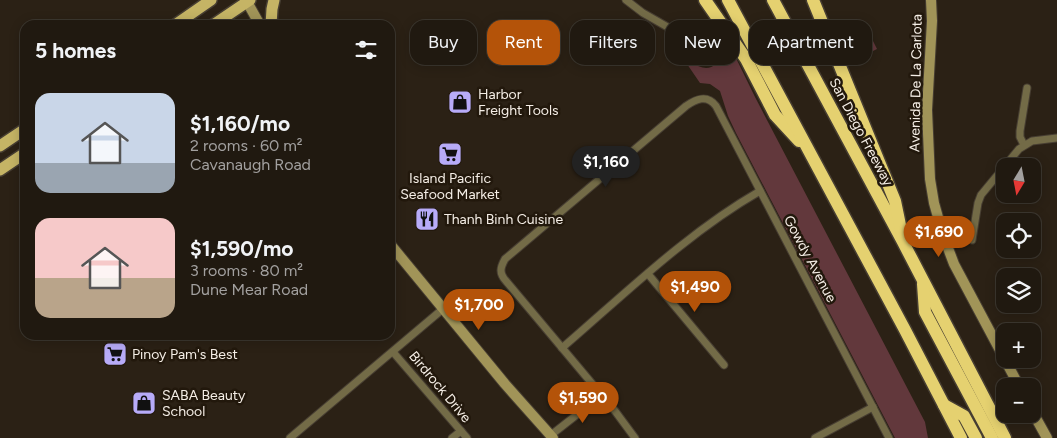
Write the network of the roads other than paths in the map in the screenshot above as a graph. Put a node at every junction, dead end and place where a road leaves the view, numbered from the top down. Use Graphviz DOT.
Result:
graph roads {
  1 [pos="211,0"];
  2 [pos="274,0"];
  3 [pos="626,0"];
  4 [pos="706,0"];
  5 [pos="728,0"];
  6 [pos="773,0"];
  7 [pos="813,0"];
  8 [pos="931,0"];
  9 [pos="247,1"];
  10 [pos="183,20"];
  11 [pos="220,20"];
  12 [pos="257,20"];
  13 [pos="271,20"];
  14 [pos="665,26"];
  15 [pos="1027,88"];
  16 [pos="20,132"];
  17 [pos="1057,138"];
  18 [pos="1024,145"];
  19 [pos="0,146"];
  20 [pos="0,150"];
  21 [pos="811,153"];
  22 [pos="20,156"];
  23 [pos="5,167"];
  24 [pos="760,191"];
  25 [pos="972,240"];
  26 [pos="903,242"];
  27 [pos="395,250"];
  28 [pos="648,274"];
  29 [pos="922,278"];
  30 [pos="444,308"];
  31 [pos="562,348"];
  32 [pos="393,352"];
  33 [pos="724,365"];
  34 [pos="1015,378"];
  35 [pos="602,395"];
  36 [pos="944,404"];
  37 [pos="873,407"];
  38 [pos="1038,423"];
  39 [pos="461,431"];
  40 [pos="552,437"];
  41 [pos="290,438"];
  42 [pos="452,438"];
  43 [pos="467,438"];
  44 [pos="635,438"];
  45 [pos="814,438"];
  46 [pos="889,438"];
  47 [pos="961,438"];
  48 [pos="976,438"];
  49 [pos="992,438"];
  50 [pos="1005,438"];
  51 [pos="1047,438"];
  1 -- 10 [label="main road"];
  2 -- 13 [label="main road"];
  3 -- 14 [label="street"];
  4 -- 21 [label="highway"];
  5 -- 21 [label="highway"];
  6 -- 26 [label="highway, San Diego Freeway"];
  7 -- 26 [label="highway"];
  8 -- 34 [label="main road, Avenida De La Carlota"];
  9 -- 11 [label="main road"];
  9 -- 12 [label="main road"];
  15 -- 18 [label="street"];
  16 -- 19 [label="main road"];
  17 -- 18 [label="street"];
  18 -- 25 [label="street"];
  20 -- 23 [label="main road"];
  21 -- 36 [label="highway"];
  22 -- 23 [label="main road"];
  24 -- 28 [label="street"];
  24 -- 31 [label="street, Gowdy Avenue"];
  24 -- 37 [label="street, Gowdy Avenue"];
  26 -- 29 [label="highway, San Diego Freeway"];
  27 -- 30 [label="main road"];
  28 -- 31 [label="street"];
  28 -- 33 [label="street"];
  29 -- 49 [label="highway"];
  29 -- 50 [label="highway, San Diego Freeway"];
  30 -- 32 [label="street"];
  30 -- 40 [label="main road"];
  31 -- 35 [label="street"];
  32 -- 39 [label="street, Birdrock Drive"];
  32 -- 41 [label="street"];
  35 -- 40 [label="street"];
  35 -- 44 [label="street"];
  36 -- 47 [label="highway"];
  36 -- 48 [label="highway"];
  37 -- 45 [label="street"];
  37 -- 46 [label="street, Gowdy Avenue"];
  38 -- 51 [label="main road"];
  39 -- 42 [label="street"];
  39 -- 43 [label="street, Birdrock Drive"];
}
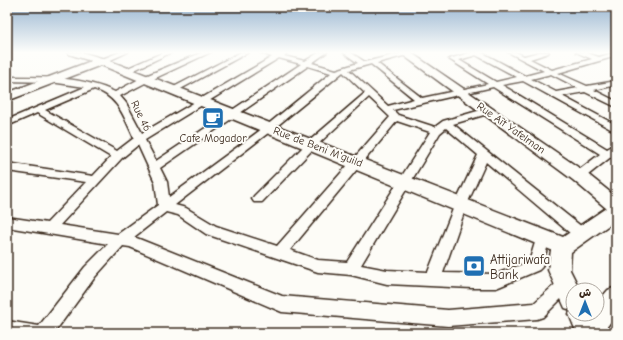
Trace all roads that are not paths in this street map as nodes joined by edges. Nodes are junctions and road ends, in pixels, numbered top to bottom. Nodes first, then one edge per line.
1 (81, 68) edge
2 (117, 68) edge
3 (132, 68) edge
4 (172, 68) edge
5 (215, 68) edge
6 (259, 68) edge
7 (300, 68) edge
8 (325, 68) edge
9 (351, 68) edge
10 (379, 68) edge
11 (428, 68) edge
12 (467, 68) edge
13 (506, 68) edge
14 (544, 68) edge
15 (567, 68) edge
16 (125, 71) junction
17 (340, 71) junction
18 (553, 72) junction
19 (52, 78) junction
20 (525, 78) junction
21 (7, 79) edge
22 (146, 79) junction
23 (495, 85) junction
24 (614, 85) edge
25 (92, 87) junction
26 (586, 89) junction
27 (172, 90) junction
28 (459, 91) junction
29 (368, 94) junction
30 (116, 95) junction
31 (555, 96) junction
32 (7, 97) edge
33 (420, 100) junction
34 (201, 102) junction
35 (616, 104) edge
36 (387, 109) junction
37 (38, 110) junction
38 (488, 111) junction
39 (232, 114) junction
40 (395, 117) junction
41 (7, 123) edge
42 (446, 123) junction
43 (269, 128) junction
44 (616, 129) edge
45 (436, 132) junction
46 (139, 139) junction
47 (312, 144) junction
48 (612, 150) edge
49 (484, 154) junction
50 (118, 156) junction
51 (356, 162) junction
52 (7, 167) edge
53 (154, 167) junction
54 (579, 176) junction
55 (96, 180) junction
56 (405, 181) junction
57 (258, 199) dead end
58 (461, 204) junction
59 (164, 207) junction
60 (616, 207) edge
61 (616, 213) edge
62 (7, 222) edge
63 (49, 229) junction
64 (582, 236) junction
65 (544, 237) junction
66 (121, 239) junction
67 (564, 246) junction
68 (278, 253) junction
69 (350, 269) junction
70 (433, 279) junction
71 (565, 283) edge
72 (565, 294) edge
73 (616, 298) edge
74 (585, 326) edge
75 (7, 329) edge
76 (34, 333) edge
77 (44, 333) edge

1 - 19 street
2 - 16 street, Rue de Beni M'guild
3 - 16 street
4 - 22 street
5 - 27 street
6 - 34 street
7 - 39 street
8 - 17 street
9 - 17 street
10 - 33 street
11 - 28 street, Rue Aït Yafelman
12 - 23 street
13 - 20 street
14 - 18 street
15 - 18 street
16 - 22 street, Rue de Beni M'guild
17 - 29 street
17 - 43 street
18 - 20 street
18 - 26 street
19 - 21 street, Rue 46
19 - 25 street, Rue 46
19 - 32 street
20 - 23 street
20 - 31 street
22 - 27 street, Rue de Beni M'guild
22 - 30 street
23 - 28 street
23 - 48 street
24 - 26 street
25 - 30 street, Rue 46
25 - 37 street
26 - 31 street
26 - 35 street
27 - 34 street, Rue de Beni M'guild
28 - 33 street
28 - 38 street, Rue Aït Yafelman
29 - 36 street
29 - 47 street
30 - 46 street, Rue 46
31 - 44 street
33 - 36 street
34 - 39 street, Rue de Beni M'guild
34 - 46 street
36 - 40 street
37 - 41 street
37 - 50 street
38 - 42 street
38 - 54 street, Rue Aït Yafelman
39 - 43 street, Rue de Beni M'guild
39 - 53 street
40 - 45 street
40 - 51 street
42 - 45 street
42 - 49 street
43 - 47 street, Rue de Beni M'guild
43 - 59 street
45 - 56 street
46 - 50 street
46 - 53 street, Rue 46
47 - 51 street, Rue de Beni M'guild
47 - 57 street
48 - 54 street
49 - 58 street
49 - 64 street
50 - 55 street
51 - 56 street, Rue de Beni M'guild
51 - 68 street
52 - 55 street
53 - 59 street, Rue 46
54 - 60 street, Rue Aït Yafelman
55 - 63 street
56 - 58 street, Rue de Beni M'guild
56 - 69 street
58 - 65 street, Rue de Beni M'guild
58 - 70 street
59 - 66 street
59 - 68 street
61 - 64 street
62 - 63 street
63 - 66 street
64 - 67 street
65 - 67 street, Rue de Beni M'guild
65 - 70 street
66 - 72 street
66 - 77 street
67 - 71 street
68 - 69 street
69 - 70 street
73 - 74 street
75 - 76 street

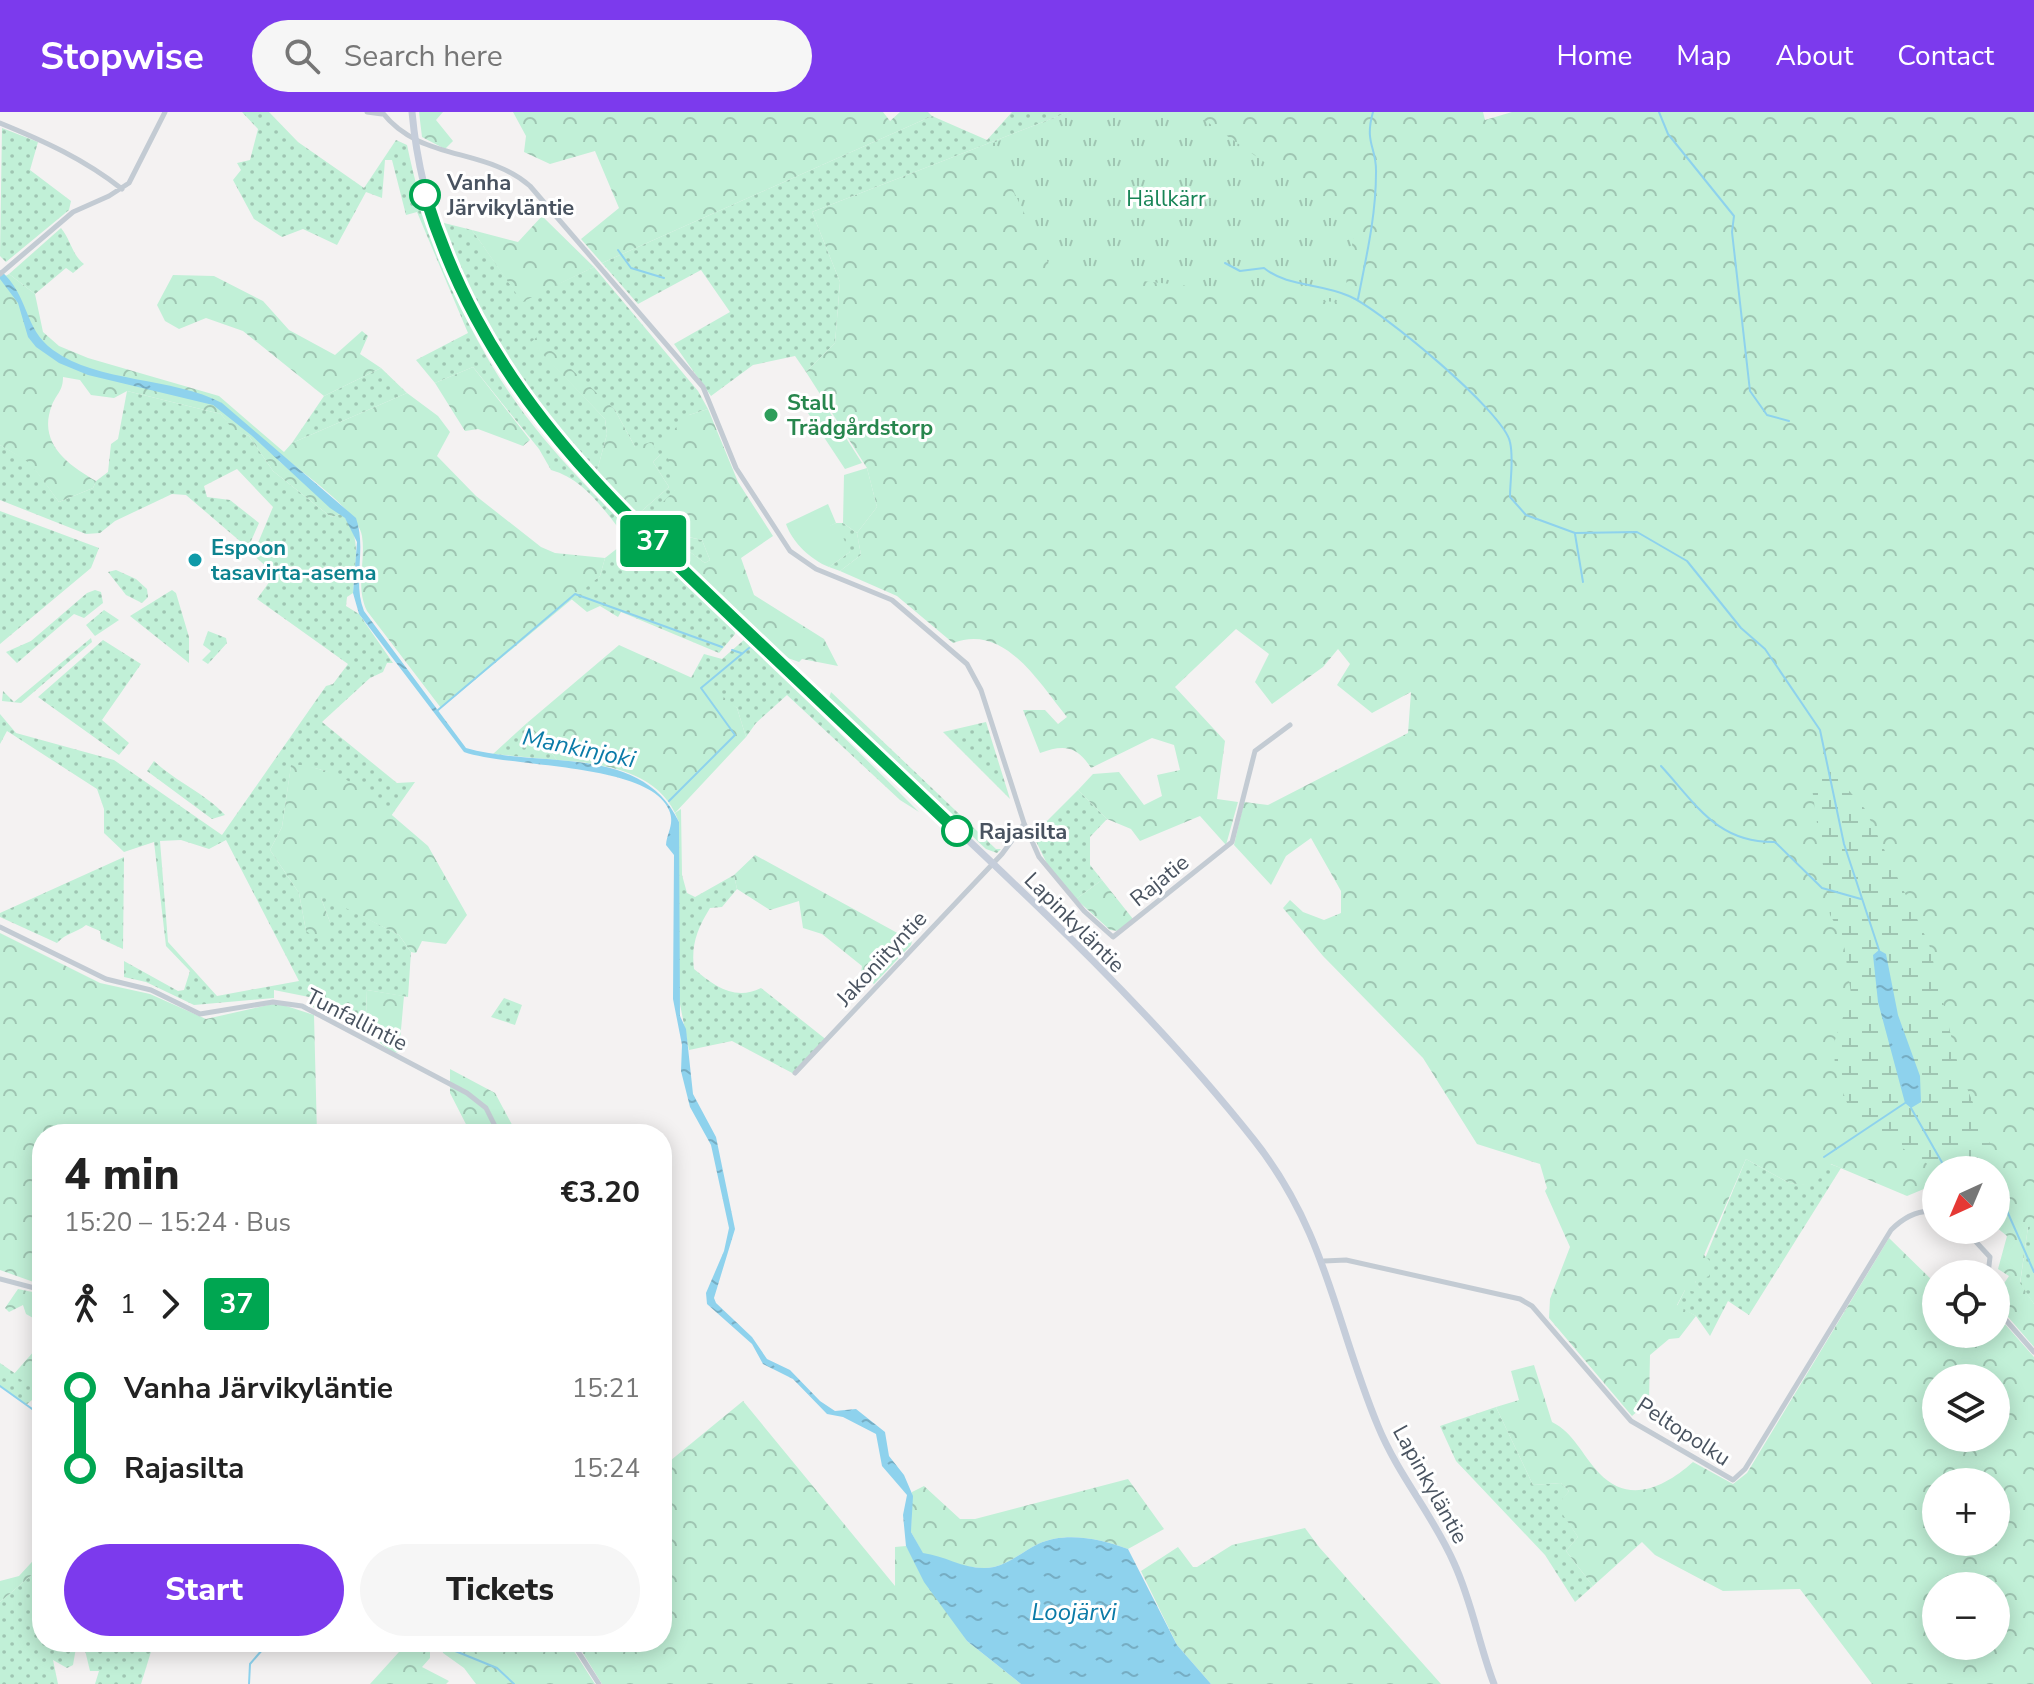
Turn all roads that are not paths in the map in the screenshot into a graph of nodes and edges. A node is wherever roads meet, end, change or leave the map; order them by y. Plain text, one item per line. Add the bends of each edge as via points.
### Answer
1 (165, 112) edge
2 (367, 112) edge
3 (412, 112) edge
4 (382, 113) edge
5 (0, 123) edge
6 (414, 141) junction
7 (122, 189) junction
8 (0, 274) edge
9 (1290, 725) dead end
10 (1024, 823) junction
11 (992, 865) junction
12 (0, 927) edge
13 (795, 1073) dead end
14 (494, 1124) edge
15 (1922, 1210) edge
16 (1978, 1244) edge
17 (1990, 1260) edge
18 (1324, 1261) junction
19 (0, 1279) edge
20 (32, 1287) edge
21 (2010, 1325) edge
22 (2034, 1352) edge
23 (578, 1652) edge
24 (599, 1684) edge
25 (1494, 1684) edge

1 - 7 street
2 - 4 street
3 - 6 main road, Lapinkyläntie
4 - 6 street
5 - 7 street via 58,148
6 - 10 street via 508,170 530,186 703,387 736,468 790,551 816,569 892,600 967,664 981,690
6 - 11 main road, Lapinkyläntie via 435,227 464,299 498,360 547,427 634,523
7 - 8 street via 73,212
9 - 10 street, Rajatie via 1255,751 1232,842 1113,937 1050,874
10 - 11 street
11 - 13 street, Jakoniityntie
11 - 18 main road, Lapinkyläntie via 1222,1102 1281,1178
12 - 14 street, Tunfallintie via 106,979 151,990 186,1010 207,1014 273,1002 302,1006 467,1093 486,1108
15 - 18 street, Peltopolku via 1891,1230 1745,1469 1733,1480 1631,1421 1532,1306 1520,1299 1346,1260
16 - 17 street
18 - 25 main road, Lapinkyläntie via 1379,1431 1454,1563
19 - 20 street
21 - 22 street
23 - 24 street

| Prompt |
Within the material, find all lines that hold the word "highway" and show them.

| Output |
  4 -- 21 [label="highway"];
  5 -- 21 [label="highway"];
  6 -- 26 [label="highway, San Diego Freeway"];
  7 -- 26 [label="highway"];
  21 -- 36 [label="highway"];
  26 -- 29 [label="highway, San Diego Freeway"];
  29 -- 49 [label="highway"];
  29 -- 50 [label="highway, San Diego Freeway"];
  36 -- 47 [label="highway"];
  36 -- 48 [label="highway"];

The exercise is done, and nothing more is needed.